2010, Spot the difference

Spot the difference

A long bitter winter, short dark days and relentless log cutting, leaves us barely enough time to make a snow man. Fortunately, Roy concentrates on more important things. With the ever popular ‘Rose Garden’ in his focus, much of the ground works are now complete and the shape is ‘taking shape’.

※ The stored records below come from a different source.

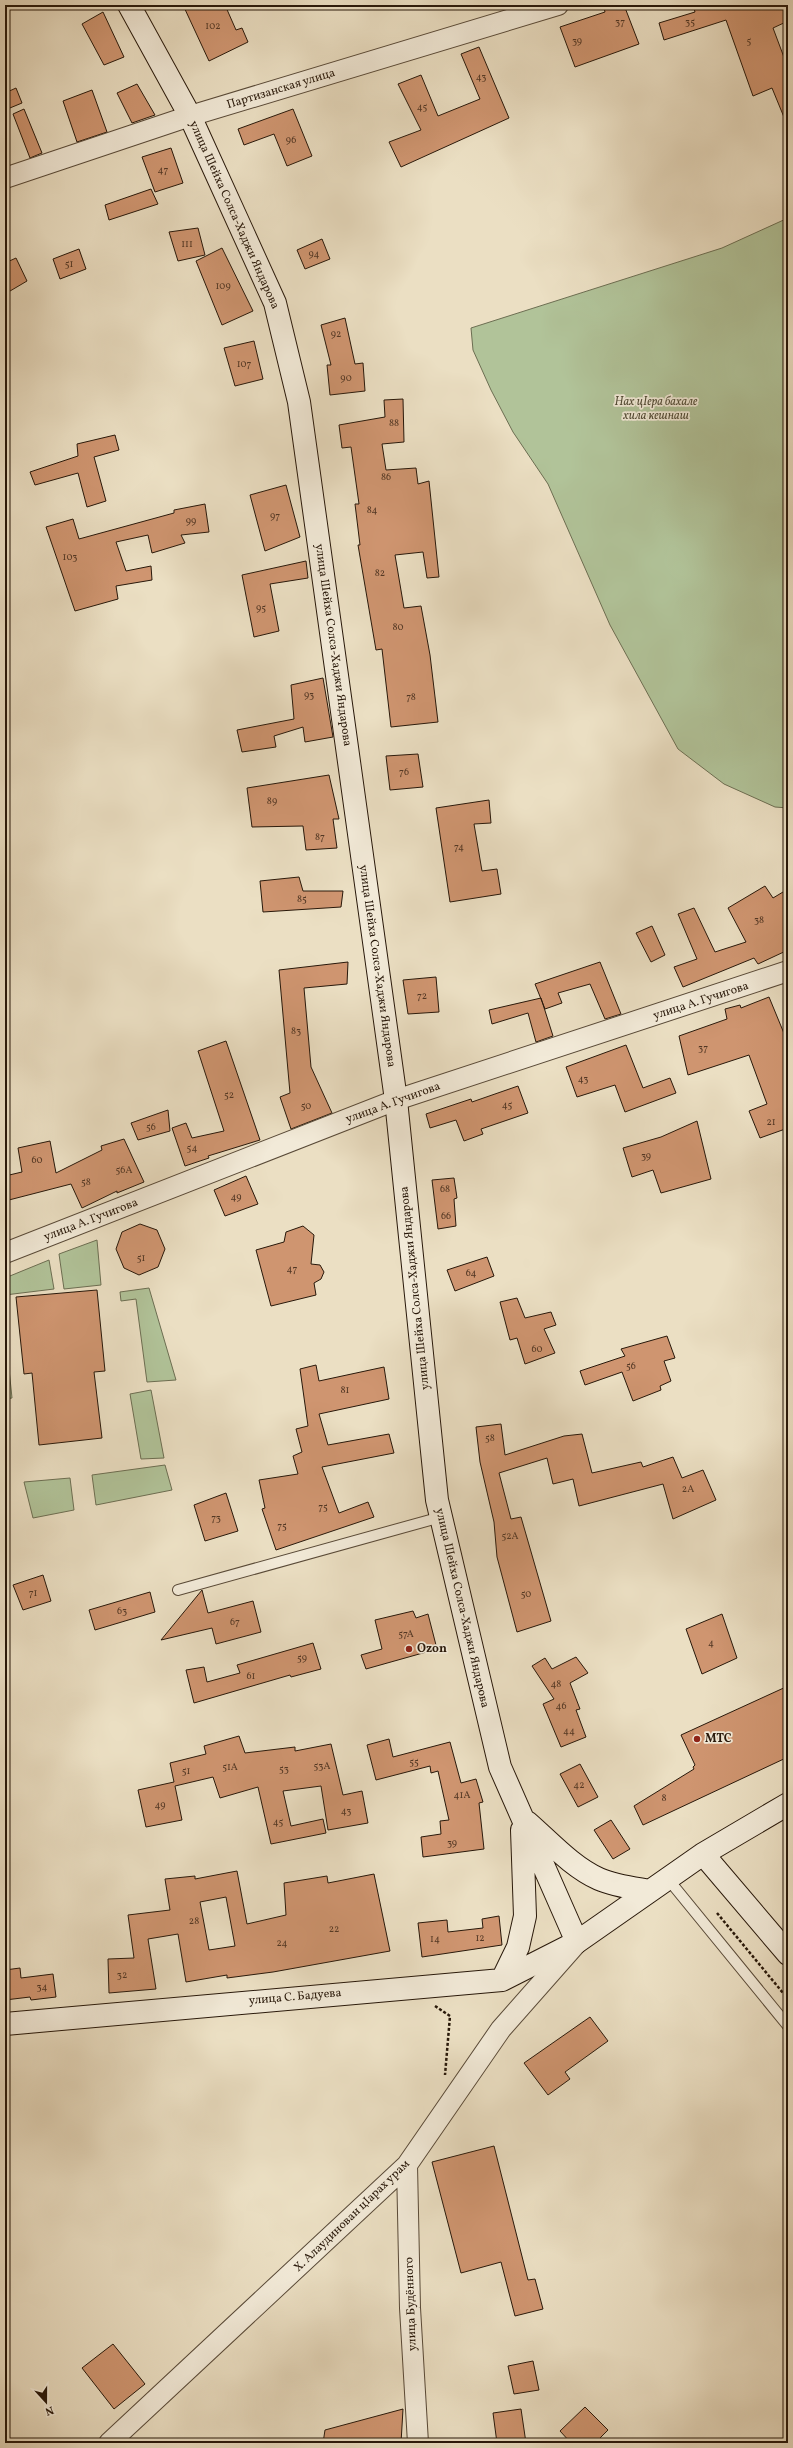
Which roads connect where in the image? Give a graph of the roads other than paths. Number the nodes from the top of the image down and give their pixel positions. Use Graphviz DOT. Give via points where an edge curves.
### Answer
graph roads {
  1 [pos="129,5"];
  2 [pos="558,5"];
  3 [pos="190,116"];
  4 [pos="5,178"];
  5 [pos="788,971"];
  6 [pos="396,1100"];
  7 [pos="5,1253"];
  8 [pos="441,1517"];
  9 [pos="178,1590"];
  10 [pos="788,1804"];
  11 [pos="521,1816"];
  12 [pos="703,1854"];
  13 [pos="668,1879"];
  14 [pos="650,1891"];
  15 [pos="577,1942"];
  16 [pos="788,1954"];
  17 [pos="502,1980"];
  18 [pos="5,2024"];
  19 [pos="788,2026"];
  20 [pos="407,2165"];
  21 [pos="110,2443"];
  22 [pos="418,2443"];
  1 -- 3 [label="main road, улица Шейха Солса-Хаджи Яндарова"];
  2 -- 3 [label="street, Партизанская улица"];
  3 -- 4 [label="street, Партизанская улица"];
  3 -- 6 [label="main road, улица Шейха Солса-Хаджи Яндарова" via="275,303 299,402"];
  5 -- 6 [label="street, улица А. Гучигова"];
  6 -- 7 [label="street, улица А. Гучигова"];
  6 -- 8 [label="main road, улица Шейха Солса-Хаджи Яндарова" via="437,1500"];
  8 -- 9 [label="lane"];
  8 -- 11 [label="main road, улица Шейха Солса-Хаджи Яндарова" via="500,1767"];
  10 -- 12 [label="main road, улица С. Бадуева"];
  11 -- 14 [label="main road" via="575,1863 599,1878 624,1887"];
  11 -- 15 [label="main road, улица Шейха Солса-Хаджи Яндарова"];
  11 -- 17 [label="main road" via="525,1916 518,1947"];
  12 -- 13 [label="main road, улица С. Бадуева"];
  12 -- 16 [label="main road"];
  13 -- 14 [label="main road, улица С. Бадуева"];
  13 -- 19 [label="lane"];
  14 -- 15 [label="main road, улица С. Бадуева"];
  15 -- 17 [label="main road, улица С. Бадуева"];
  15 -- 20 [label="street, Х. Алаудинован цIарах урам" via="500,2029"];
  17 -- 18 [label="main road, улица С. Бадуева"];
  20 -- 21 [label="street, Х. Алаудинован цIарах урам"];
  20 -- 22 [label="street, улица Будённого" via="410,2308"];
}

Moreover, the centre piece is now finally in place, but that’s for a story to follow. It’s time to get started on the new vegetable beds.




2010, In the pipeline

In the pipeline

Our new vegetable garden is now ready for planting. It’s so large that the far end is over 100 yards from the nearest source of water, and more than six feet higher. We need to find a reliable and sustainable solution for irrigating the entire plot which doesn’t involve carrying watering cans up and down the slope. An underground brick built tank, that used to be part of the Orchard House, becomes key. If we could redirect the rain water from the back sheds into the tank, then dig a trench up the length of the main pathway, lay a new pipeline, add a few stand pipes and taps, submerge an electric pump into the tank and then cover it all up again,,, that should do the trick.


2010, Fresh Pineapples

Fresh Pineapples

Well, perhaps refreshed would be a better way to describe these ones. We discovered one of them as we were removing the dense growth of ivy from the walls in the early days. It was situated on top of one of the brick columns supporting the main garden gates. Expecting to find it’s counterpart, we eagerly set about clearing the other side. Sadly it was not there. However, it was uncovered some time later amongst a pile of stonework near the Mansion. With much more pressing issues on our minds at that time, we decided to reinstate it after we had completed the restoration to the walls; as a milestone on our quest.


2010, Catching rain

Catching rain

The recently laid pipework, which will provide the main source of irrigation for the vegetable beds, needs a source to draw from. A conveniently placed underground tank, situated within the remaining foundations of the Orchard House, serves the purpose well. But first it needs to be revived. As the silt and debris are gradually cleared, we begin to see the shape of the old brick built tank. A new feed pipe is installed to channel rain water from the roof of the back sheds along with an electric pump, which will push the collected water up to the  needy plants. Pretty cool stuff…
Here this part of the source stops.